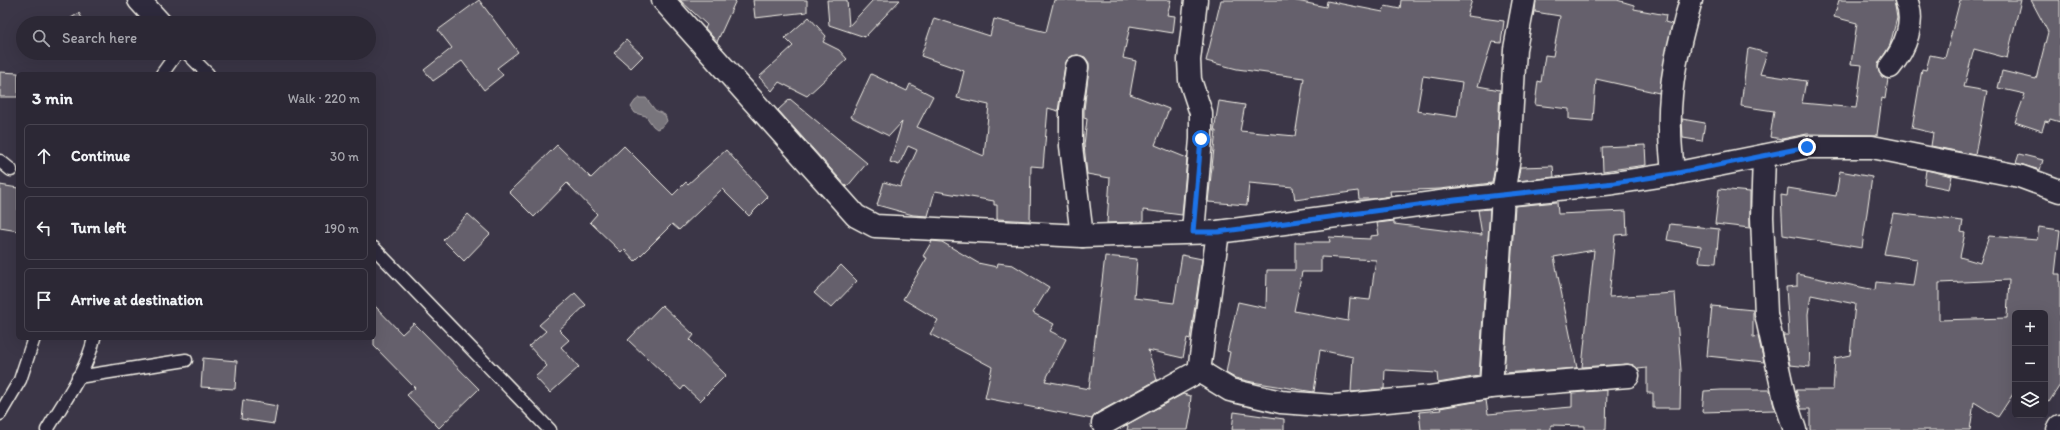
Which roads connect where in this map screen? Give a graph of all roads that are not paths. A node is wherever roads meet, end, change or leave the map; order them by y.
1 (139, 0) edge
2 (663, 0) edge
3 (1196, 0) edge
4 (1524, 0) edge
5 (1691, 0) edge
6 (1906, 0) edge
7 (154, 16) edge
8 (172, 60) edge
9 (194, 60) edge
10 (1077, 67) dead end
11 (1890, 67) dead end
12 (163, 72) edge
13 (206, 72) edge
14 (1764, 156) junction
15 (0, 161) edge
16 (11, 170) dead end
17 (1673, 174) junction
18 (2060, 191) edge
19 (1504, 195) junction
20 (1193, 232) junction
21 (1218, 232) junction
22 (1082, 236) junction
23 (376, 250) edge
24 (33, 340) edge
25 (94, 340) edge
26 (186, 360) dead end
27 (1199, 371) junction
28 (78, 376) junction
29 (1628, 376) dead end
30 (1491, 387) junction
31 (0, 414) edge
32 (1103, 424) dead end
33 (2060, 426) edge
34 (47, 430) edge
35 (550, 430) edge
36 (1795, 430) edge
37 (2058, 430) edge

1 - 7 street
2 - 22 street
3 - 20 street
4 - 19 street
5 - 17 street
6 - 11 street
8 - 12 lane
9 - 13 lane
10 - 22 street
14 - 17 street
14 - 18 street
14 - 36 street
15 - 16 lane
17 - 19 street
19 - 21 street
19 - 30 street
20 - 21 street
20 - 22 street
21 - 27 street
23 - 35 lane
24 - 31 lane
25 - 28 lane
26 - 28 lane
27 - 30 street
27 - 32 street
28 - 34 lane
29 - 30 street
33 - 37 street

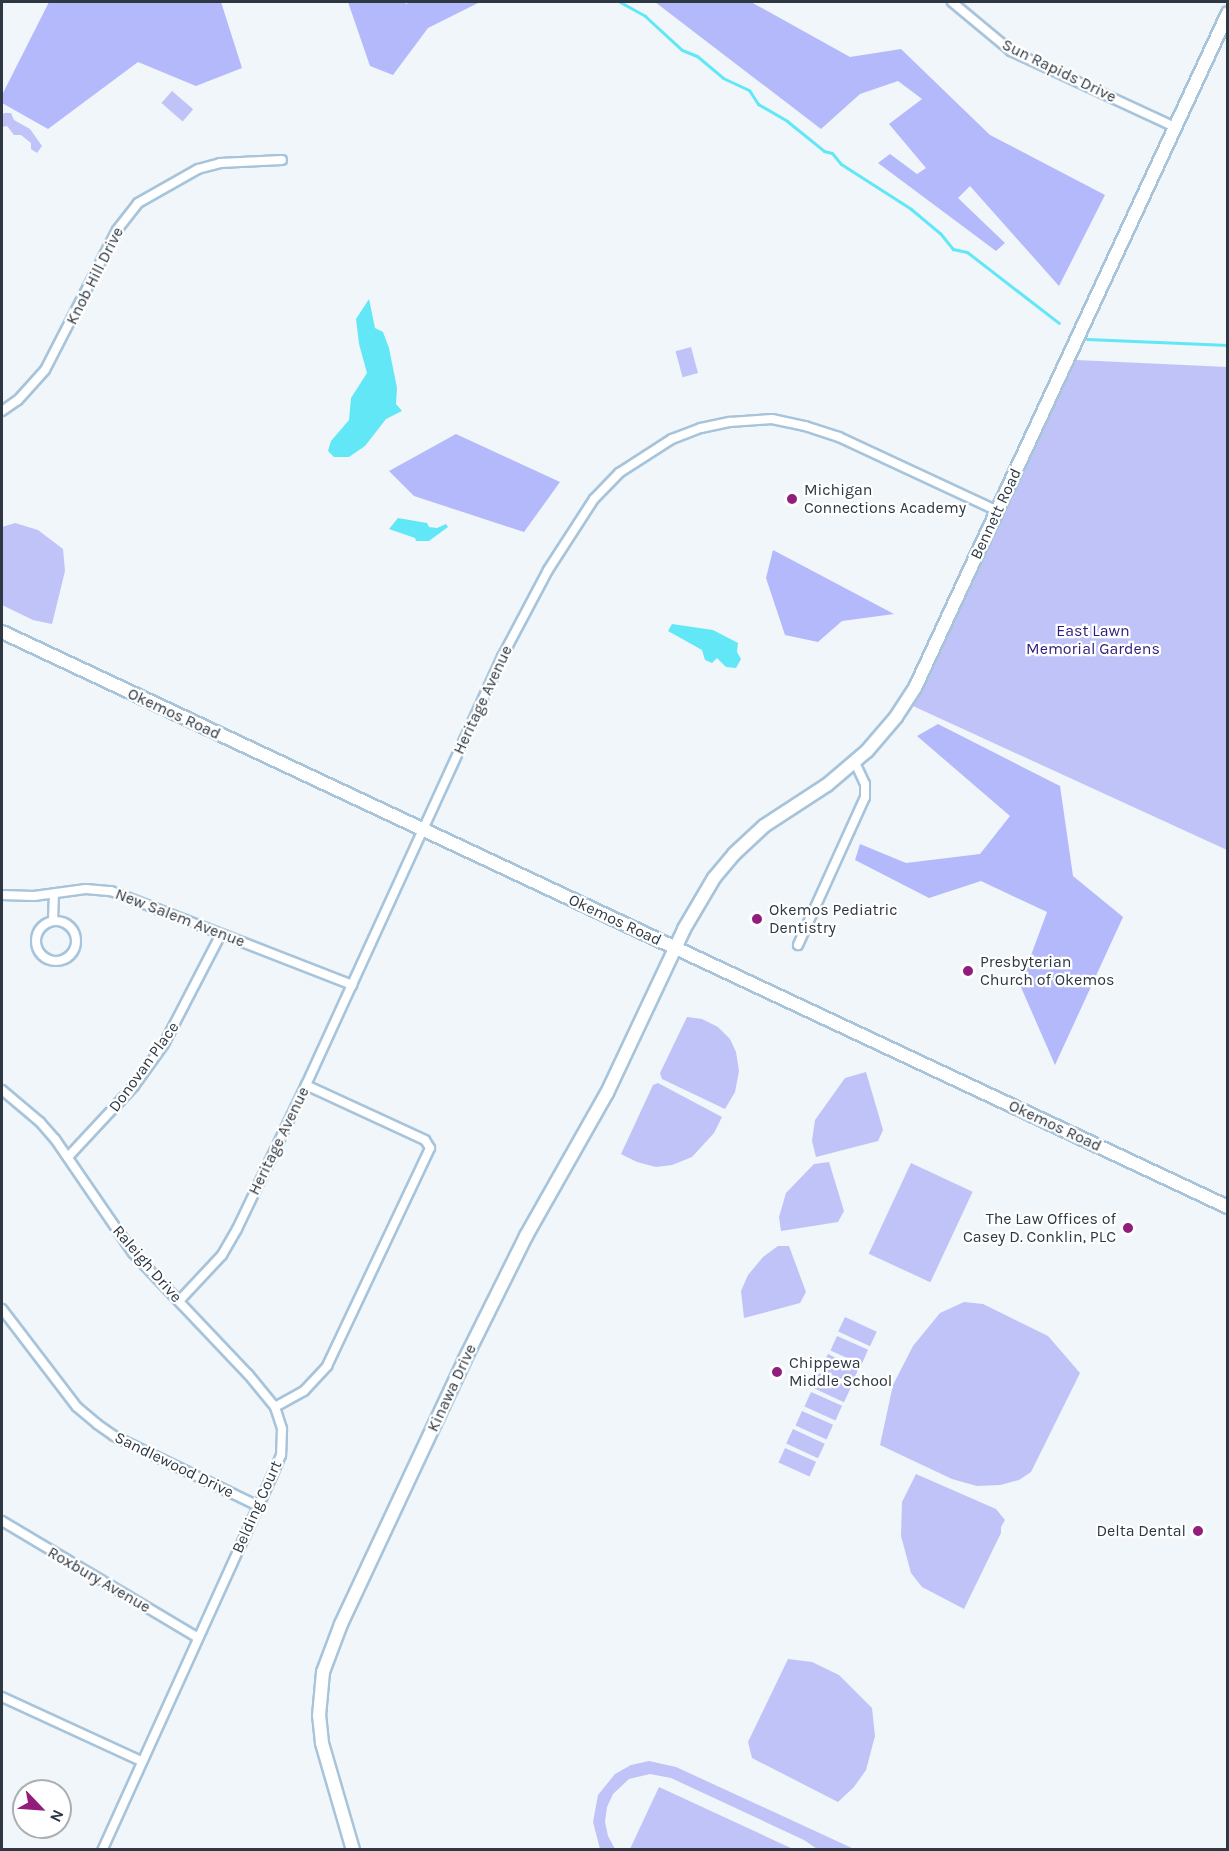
__________
== To do ==
Starting with the top line, write out all the data above exactly; keep the pictures out.

== Written response ==
Which roads connect where in this map screen? Give a graph of all roads that are not paths. A node is wherever roads meet, end, change or leave the map; order them by y.
1 (139, 0) edge
2 (663, 0) edge
3 (1196, 0) edge
4 (1524, 0) edge
5 (1691, 0) edge
6 (1906, 0) edge
7 (154, 16) edge
8 (172, 60) edge
9 (194, 60) edge
10 (1077, 67) dead end
11 (1890, 67) dead end
12 (163, 72) edge
13 (206, 72) edge
14 (1764, 156) junction
15 (0, 161) edge
16 (11, 170) dead end
17 (1673, 174) junction
18 (2060, 191) edge
19 (1504, 195) junction
20 (1193, 232) junction
21 (1218, 232) junction
22 (1082, 236) junction
23 (376, 250) edge
24 (33, 340) edge
25 (94, 340) edge
26 (186, 360) dead end
27 (1199, 371) junction
28 (78, 376) junction
29 (1628, 376) dead end
30 (1491, 387) junction
31 (0, 414) edge
32 (1103, 424) dead end
33 (2060, 426) edge
34 (47, 430) edge
35 (550, 430) edge
36 (1795, 430) edge
37 (2058, 430) edge

1 - 7 street
2 - 22 street
3 - 20 street
4 - 19 street
5 - 17 street
6 - 11 street
8 - 12 lane
9 - 13 lane
10 - 22 street
14 - 17 street
14 - 18 street
14 - 36 street
15 - 16 lane
17 - 19 street
19 - 21 street
19 - 30 street
20 - 21 street
20 - 22 street
21 - 27 street
23 - 35 lane
24 - 31 lane
25 - 28 lane
26 - 28 lane
27 - 30 street
27 - 32 street
28 - 34 lane
29 - 30 street
33 - 37 street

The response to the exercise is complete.